Dataset entries
*-*-*
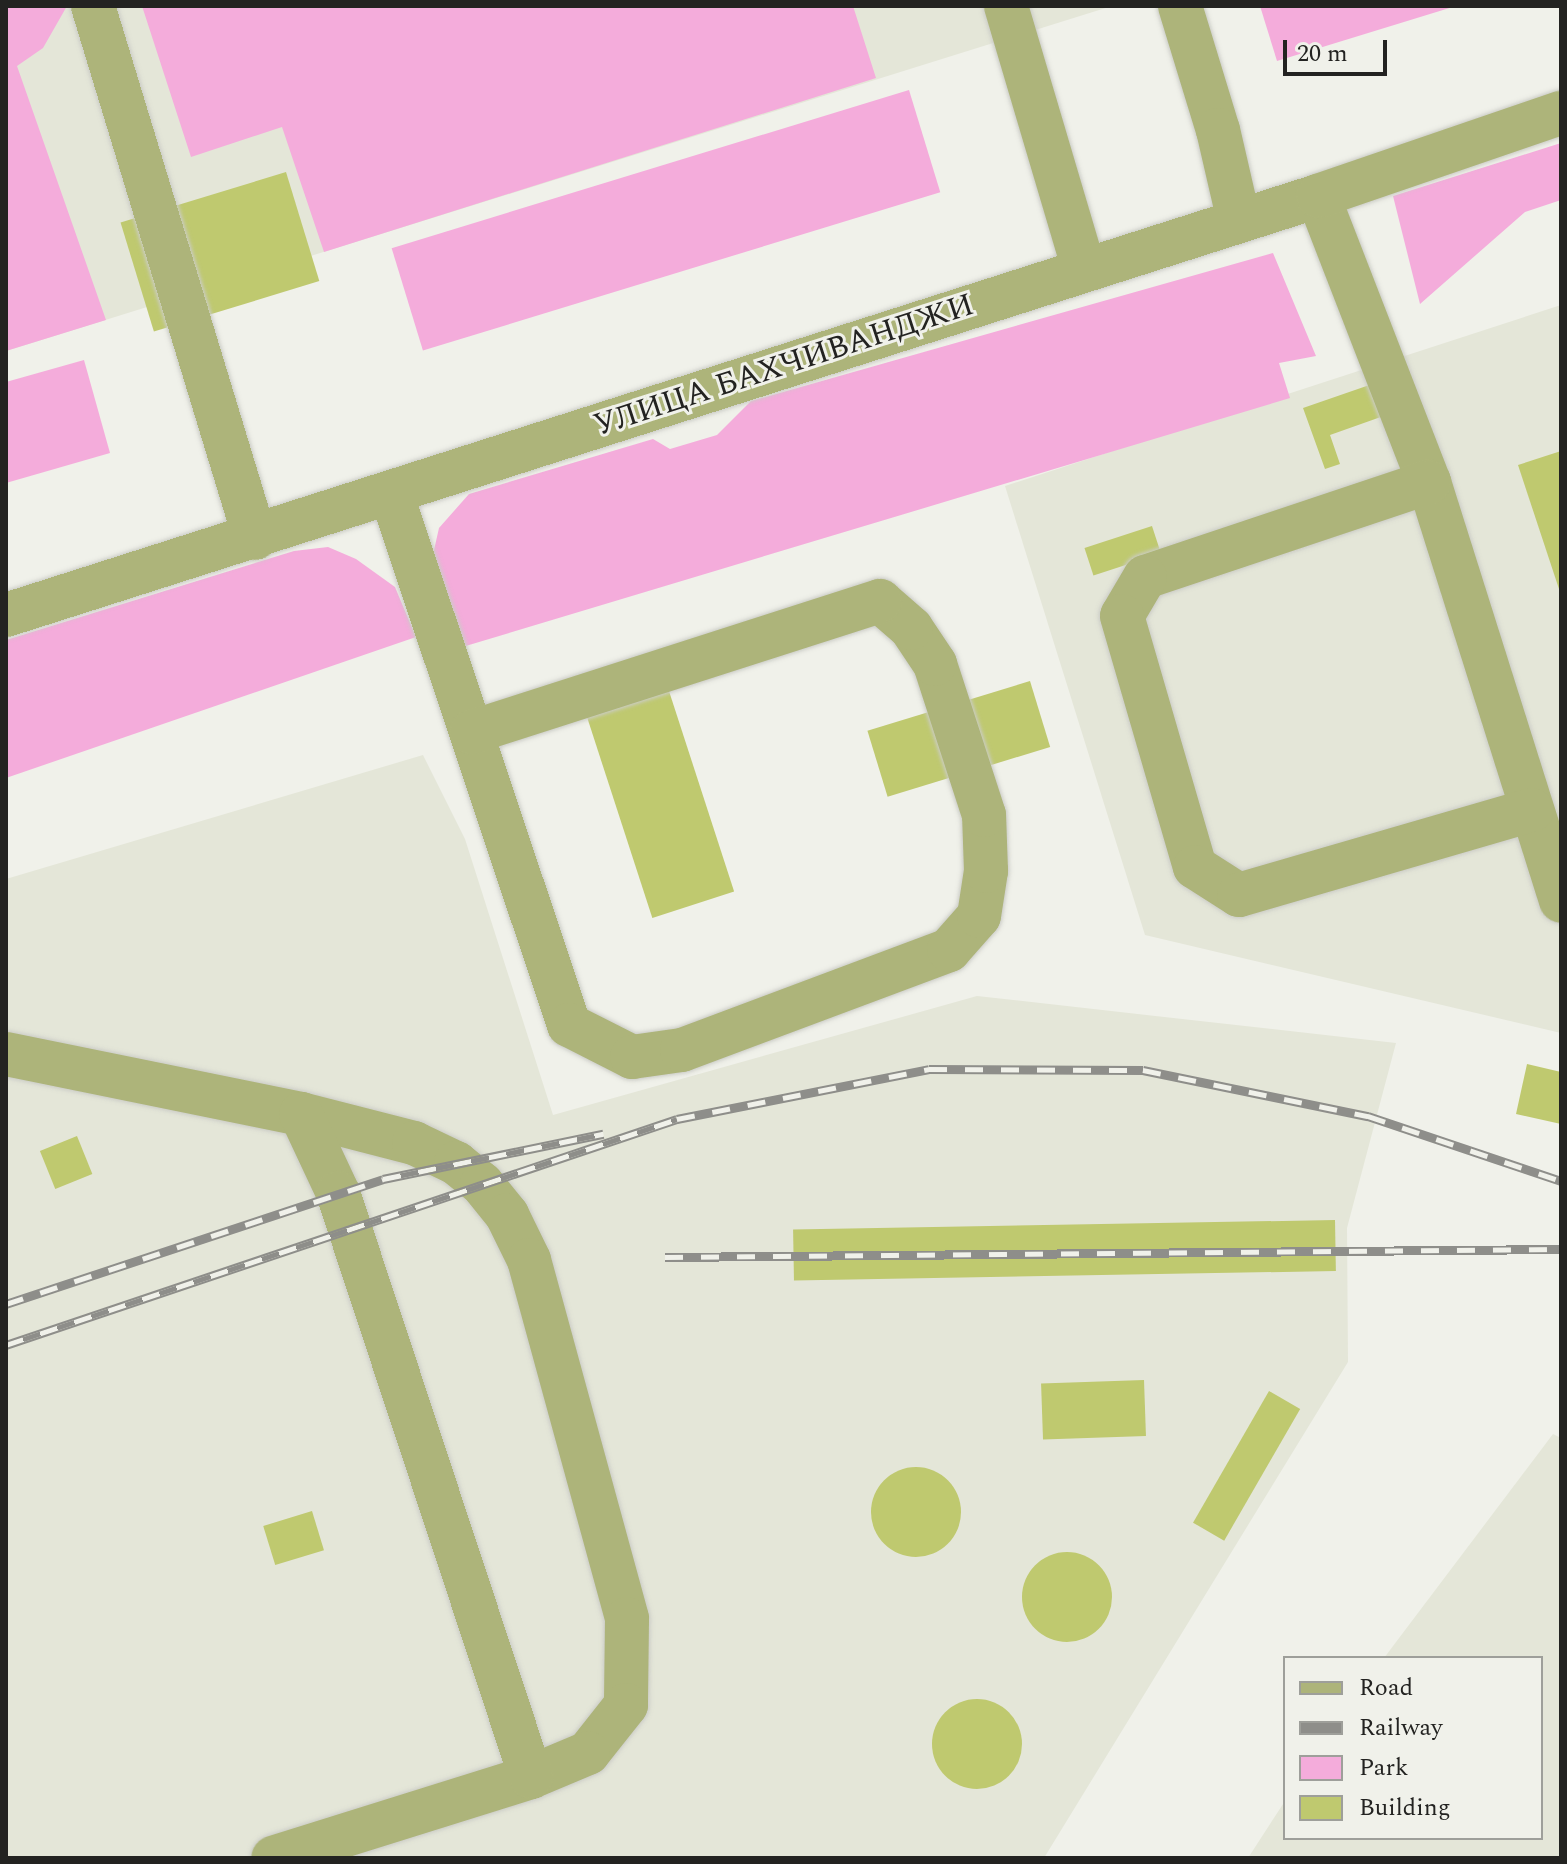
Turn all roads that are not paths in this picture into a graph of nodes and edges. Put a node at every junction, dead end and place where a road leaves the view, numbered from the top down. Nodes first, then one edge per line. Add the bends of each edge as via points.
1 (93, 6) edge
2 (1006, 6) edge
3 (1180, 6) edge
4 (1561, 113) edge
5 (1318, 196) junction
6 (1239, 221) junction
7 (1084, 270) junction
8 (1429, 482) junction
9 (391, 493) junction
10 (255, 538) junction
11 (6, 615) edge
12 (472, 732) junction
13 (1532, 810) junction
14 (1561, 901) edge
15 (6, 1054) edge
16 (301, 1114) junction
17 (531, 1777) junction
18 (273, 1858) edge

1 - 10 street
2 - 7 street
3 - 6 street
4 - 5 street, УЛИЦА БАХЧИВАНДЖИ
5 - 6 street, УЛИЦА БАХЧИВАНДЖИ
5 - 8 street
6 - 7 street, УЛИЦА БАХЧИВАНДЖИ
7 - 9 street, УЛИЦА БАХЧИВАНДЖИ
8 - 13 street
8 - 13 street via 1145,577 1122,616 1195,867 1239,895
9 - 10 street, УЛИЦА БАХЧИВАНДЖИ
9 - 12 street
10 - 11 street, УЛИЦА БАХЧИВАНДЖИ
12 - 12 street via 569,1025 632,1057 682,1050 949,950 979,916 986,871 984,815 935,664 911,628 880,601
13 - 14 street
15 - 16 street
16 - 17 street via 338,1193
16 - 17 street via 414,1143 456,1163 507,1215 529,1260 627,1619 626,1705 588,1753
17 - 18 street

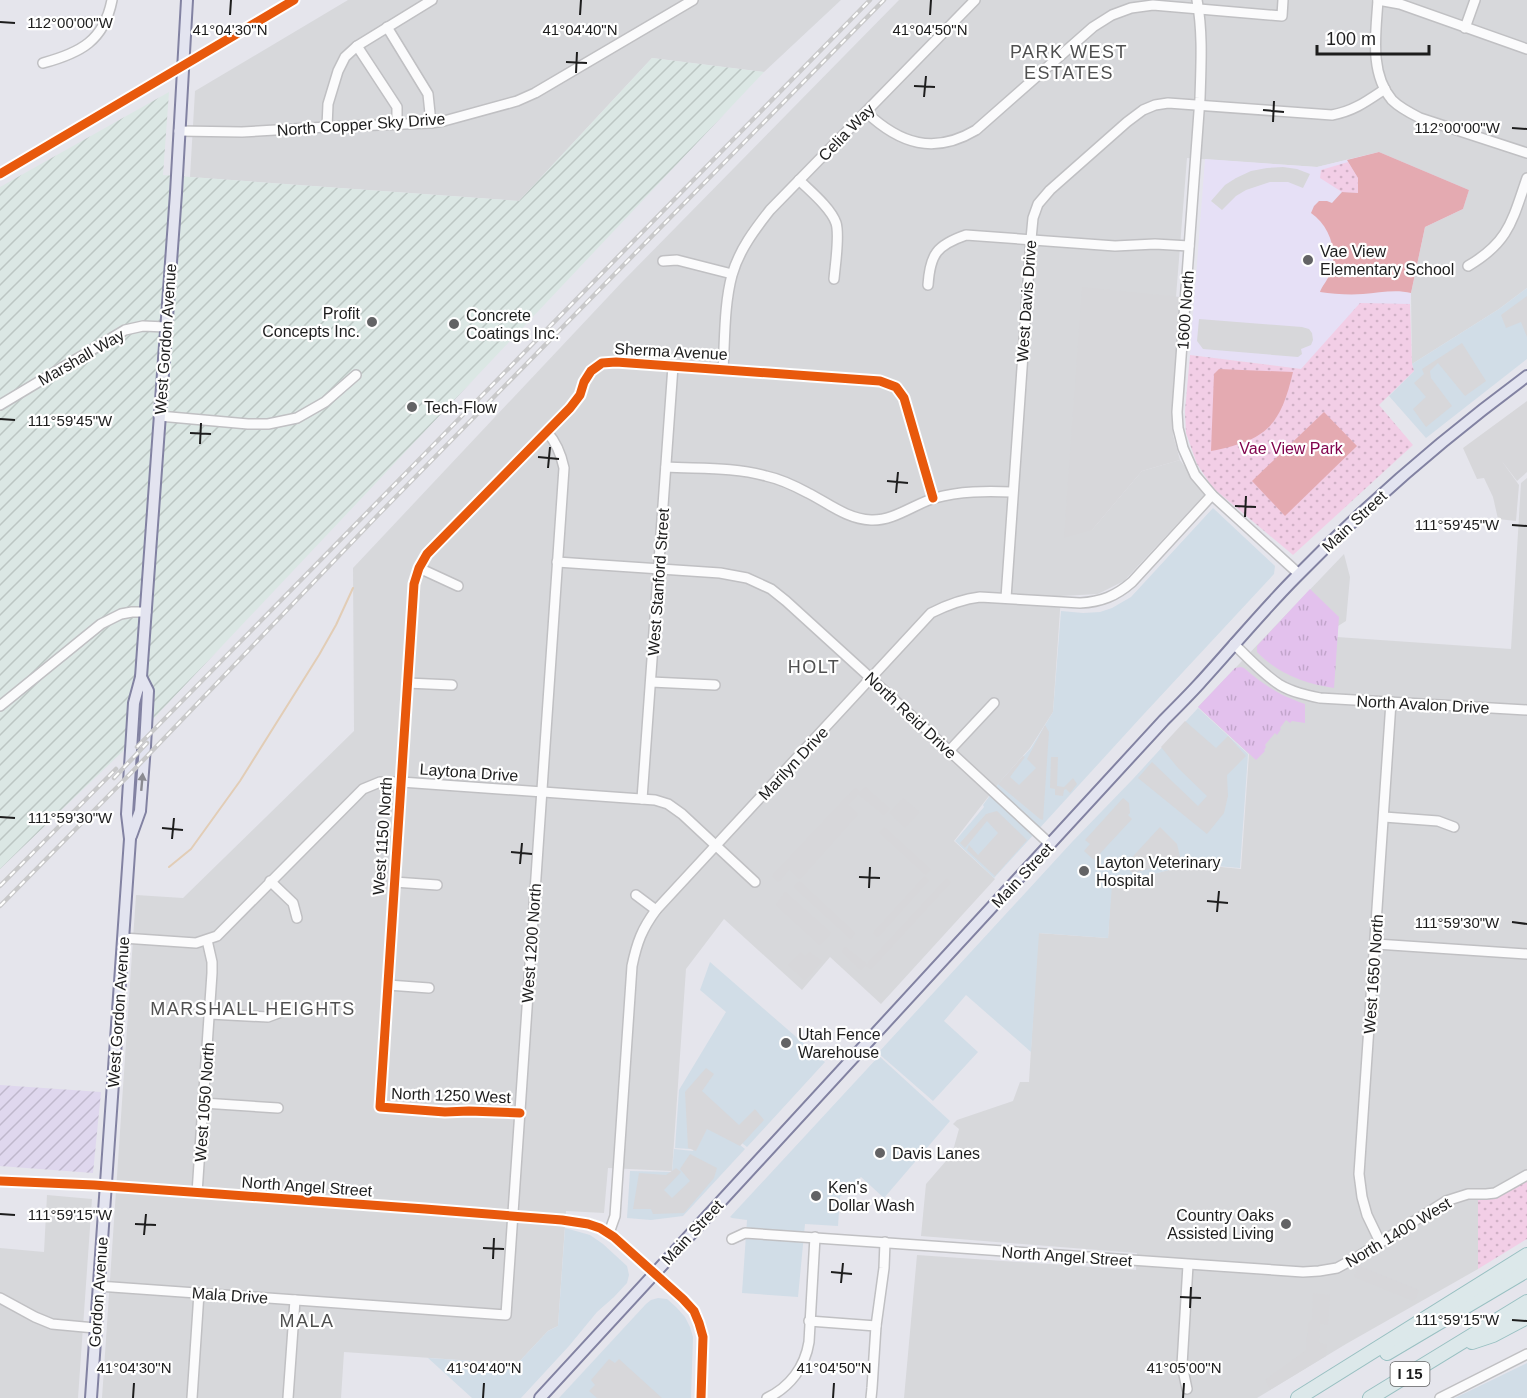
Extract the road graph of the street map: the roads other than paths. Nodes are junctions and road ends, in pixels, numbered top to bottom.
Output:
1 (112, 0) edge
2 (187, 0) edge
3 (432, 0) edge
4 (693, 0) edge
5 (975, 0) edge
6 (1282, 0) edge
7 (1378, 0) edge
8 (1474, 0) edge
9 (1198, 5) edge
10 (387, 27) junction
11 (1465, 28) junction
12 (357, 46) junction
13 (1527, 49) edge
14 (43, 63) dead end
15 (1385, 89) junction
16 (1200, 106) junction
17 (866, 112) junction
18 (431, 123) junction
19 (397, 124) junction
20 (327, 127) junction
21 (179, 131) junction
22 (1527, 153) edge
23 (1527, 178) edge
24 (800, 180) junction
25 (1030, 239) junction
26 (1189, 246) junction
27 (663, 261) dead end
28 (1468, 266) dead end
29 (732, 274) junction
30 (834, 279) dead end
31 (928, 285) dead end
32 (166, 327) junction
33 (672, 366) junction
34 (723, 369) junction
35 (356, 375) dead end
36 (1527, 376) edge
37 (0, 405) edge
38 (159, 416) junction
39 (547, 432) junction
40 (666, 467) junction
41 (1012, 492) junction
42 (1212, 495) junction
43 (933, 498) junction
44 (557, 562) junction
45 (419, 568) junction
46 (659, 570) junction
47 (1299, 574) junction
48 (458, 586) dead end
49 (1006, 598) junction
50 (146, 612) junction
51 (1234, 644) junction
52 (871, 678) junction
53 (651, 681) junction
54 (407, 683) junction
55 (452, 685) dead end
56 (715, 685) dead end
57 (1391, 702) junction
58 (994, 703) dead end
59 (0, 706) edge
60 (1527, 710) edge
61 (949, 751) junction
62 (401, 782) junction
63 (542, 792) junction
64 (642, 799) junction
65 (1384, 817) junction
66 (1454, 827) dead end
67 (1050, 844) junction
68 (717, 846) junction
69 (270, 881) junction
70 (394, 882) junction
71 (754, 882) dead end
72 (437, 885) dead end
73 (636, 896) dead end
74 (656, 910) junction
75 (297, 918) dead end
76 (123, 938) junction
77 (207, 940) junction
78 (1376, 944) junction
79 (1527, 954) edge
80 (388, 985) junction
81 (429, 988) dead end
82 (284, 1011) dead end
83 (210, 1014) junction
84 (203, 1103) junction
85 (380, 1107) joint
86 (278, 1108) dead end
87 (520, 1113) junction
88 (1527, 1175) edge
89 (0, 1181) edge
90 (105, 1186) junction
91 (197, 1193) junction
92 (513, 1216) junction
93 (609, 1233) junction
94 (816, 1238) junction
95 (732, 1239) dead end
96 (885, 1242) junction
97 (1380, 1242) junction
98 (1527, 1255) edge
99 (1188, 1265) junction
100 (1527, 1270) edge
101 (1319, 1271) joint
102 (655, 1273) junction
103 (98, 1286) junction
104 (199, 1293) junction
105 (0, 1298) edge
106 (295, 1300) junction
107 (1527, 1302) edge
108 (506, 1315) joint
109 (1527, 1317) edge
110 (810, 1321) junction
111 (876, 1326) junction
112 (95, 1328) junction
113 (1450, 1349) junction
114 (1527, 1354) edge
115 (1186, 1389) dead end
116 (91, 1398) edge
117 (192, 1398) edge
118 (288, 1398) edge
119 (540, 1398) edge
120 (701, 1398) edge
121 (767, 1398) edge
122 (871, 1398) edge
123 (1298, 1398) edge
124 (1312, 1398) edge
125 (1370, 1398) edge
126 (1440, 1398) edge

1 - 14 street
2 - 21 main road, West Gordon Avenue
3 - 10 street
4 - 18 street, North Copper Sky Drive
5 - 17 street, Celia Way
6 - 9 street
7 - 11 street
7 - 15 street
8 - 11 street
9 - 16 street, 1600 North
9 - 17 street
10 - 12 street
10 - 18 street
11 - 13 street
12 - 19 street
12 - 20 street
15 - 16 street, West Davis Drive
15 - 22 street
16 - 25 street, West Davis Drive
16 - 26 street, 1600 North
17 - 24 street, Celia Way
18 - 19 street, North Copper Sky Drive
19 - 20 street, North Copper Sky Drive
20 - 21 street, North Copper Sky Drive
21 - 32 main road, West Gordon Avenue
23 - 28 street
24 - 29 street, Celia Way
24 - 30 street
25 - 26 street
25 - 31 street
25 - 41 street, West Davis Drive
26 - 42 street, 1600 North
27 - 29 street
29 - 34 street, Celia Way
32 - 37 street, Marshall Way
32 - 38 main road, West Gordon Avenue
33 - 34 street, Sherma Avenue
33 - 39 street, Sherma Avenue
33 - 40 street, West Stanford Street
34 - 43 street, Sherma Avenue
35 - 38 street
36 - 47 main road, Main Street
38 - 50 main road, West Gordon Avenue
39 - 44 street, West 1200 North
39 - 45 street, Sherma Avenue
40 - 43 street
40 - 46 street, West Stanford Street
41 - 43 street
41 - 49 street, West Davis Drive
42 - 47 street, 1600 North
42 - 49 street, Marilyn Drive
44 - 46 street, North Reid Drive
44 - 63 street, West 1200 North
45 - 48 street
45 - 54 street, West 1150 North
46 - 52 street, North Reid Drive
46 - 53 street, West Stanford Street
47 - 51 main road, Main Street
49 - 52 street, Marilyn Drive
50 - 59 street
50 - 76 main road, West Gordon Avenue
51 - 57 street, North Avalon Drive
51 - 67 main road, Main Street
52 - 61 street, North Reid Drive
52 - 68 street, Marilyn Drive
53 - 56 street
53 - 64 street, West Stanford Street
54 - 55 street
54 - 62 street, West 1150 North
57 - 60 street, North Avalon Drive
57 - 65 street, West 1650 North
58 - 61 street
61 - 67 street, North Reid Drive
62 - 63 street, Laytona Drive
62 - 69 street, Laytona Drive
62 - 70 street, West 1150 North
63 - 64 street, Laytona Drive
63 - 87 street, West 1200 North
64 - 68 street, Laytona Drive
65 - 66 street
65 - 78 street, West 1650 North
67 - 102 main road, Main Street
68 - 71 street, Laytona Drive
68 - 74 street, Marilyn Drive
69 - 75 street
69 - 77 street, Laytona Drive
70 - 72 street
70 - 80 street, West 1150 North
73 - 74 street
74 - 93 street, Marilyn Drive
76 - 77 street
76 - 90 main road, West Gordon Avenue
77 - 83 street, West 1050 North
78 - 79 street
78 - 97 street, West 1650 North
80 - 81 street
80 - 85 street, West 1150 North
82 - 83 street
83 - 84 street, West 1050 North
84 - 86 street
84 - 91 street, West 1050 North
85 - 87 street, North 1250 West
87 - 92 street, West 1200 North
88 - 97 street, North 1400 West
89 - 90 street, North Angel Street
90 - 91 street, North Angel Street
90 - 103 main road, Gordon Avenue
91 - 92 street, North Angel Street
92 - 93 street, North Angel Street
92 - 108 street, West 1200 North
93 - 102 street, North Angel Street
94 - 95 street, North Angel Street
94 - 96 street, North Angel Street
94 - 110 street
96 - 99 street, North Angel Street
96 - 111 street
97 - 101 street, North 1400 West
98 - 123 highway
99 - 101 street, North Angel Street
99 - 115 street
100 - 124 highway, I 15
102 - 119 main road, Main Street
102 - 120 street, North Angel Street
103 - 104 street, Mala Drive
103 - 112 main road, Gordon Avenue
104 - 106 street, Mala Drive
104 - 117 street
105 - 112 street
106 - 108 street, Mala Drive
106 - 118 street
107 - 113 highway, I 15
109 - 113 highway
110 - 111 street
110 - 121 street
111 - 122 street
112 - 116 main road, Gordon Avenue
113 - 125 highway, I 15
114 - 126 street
*-*-*
Identify every line above that includes the word "Nodes", and show those lines.

Turn all roads that are not paths in this picture into a graph of nodes and edges. Put a node at every junction, dead end and place where a road leaves the view, numbered from the top down. Nodes first, then one edge per line. Add the bends of each edge as via points.
Extract the road graph of the street map: the roads other than paths. Nodes are junctions and road ends, in pixels, numbered top to bottom.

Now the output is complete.